I recently decided to move to a new apartment rather than stay in my current apartment or buy a house. It’s a bit of an upgrade for me, and it’s been a long time coming. I haven’t written much about the financial effects of this decision other than to say it will be less expensive than buying a similar condominium.
My new apartment, where I’ll be moving during the last week of June, looks great. The construction is five years old and doesn’t seem as cheap as other new construction I’ve seen. The appliances, no more than five years old, are energy efficient. This is a great improvement over my current appliances, which are most likely from the 1980s.
One great benefit is the existence of a washer and dryer, the biggest inconvenience of my current home. It will be nice to be able to do my laundry at my leisure rather than having to drag my dirty clothes down the street. This hassle has to be one of the biggest demotivators in my life right now, so I’ll be happy to be able to just throw my clothes in the washer.
My current apartment is 650 square feet, a one bedroom apartment with one bathroom and a small kitchen. The new place is also one bedroom but it also includes a loft — a perfect spot for my “home office.” The square footage is practically doubling, from 650 sq. ft. to 1,200. I’m not quite sure how that figure is calculated, because it doesn’t seem to be so large.
Next week I will sign the lease. Including a 1.5 month security deposit, the July’s rent, rent for the last week of June, the fee for my keys, minus my earlier deposit used to hold the apartment during the application process, I will be handing over a cashier’s check for almost $4,000. At least I should be getting some form of a security deposit back from my current apartment in a couple of months.
My monthly rent will be jumping from $901 to $1,425. That has been my biggest concern, as I’ll be relying a lot more on alternative income. The price increase as a percentage is much smaller than my increase in space, so if I look at it that way it doesn’t look like a bad deal. This new rent includes cable television and internet, on which I am spending $16 for television and $50 for internet.
I expect that my electricity bill will rise as I will have more space to cool or heat. It’s my understanding that since heat rises, it will be more difficult to cool down the loft during the summer. I will make use of fans to keep that cost down a bit.

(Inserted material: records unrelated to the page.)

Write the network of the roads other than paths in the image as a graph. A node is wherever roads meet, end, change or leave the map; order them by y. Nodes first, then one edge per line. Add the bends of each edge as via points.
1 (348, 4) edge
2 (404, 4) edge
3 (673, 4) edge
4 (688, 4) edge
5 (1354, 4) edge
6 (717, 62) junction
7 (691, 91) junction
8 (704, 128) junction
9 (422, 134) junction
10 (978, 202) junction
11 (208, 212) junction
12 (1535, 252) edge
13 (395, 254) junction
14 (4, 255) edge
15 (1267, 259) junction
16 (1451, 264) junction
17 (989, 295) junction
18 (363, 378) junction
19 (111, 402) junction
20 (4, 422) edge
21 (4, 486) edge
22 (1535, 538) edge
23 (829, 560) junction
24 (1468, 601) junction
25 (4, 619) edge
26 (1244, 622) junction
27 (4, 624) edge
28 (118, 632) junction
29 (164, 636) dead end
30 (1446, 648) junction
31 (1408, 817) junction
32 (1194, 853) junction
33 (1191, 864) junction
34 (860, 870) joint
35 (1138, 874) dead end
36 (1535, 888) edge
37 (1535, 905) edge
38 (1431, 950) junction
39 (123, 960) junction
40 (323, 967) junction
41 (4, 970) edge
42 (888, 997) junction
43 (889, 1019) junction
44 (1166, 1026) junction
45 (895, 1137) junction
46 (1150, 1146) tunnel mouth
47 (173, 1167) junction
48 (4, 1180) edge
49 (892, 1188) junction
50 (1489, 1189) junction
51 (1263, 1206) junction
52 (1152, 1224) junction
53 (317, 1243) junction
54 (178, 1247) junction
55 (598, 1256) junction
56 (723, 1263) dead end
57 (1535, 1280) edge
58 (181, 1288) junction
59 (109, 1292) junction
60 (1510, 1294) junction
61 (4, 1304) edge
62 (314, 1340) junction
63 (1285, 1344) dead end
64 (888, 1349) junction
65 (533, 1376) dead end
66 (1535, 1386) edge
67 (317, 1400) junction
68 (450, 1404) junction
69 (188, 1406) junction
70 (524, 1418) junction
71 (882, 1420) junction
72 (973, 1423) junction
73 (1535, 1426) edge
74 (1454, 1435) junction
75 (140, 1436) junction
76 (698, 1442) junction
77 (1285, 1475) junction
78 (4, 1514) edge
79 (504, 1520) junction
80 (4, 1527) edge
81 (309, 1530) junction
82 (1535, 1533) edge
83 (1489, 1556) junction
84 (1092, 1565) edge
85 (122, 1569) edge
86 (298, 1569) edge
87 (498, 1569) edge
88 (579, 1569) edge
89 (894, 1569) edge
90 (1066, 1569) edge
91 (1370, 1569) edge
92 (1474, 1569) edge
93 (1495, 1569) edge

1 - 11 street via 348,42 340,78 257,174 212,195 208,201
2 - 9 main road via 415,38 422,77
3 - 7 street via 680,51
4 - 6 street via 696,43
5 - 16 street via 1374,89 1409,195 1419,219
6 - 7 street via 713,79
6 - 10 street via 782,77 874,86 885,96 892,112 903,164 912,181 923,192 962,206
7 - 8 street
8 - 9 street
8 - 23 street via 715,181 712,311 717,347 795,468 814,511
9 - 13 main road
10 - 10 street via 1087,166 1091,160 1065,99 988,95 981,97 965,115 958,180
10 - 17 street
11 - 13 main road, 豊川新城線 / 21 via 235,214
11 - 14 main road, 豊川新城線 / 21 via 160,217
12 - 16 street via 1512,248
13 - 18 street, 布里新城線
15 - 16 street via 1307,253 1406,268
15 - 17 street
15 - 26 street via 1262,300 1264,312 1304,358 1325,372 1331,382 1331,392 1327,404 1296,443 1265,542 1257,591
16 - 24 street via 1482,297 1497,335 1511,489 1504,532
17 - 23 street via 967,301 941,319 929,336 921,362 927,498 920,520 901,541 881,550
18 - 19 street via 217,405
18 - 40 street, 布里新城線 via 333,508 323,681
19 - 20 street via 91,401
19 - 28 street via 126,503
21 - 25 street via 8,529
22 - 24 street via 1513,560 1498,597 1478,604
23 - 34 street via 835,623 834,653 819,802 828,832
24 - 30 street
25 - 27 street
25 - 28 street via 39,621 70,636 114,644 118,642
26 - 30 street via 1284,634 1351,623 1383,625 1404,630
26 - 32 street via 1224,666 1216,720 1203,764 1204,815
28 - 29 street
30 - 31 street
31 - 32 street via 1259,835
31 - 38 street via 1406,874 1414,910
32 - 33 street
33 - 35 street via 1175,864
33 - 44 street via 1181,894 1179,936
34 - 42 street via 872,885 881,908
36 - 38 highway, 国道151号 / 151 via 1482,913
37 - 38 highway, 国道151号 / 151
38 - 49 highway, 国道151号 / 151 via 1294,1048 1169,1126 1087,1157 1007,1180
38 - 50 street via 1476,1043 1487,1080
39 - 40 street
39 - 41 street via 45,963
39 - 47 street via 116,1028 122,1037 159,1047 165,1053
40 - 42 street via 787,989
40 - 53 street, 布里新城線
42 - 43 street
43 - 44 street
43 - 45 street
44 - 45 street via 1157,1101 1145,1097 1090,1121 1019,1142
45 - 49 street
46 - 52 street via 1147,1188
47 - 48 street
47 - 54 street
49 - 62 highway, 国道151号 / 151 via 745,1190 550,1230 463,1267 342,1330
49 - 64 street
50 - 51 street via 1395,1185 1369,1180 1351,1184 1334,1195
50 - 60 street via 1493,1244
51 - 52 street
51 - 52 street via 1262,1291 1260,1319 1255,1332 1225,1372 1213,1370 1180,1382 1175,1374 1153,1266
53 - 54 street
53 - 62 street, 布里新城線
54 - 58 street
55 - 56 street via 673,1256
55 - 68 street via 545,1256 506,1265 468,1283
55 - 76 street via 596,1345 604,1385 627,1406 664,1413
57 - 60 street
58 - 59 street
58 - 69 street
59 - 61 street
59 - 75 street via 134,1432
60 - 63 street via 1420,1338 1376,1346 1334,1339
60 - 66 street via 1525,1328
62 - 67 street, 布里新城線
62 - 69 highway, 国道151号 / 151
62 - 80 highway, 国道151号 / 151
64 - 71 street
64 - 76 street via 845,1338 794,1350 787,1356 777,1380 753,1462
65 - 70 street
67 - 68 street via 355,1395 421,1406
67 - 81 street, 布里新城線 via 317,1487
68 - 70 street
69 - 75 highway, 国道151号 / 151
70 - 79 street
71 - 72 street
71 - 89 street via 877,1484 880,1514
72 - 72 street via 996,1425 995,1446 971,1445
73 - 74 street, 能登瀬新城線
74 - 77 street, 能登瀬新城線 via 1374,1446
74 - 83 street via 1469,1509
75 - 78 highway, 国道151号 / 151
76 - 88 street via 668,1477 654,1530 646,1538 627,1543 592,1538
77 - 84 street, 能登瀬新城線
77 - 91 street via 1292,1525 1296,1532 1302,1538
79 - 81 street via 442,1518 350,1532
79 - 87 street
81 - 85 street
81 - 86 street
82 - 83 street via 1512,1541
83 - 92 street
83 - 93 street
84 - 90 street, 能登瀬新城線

In order to join the pool, clubhouse, and gym, I would have to pay $300 a year. The pool looks nice, but I haven’t decided if this is worth it yet. I may wait a year and see where I am, or beg my way into a discount for joining for just the remainder of the summer.
I’ll also have to pay for movers. I think when it comes to friends helping move, I believe we’re all past that point in our lives. I think I can get by without renting a van for moving boxes back and forth, but it looks like I’ll be hiring professionals to move the furniture. I’m not looking forward to this part of the move, considering Consumerist’s latest stories of moving company rip-offs.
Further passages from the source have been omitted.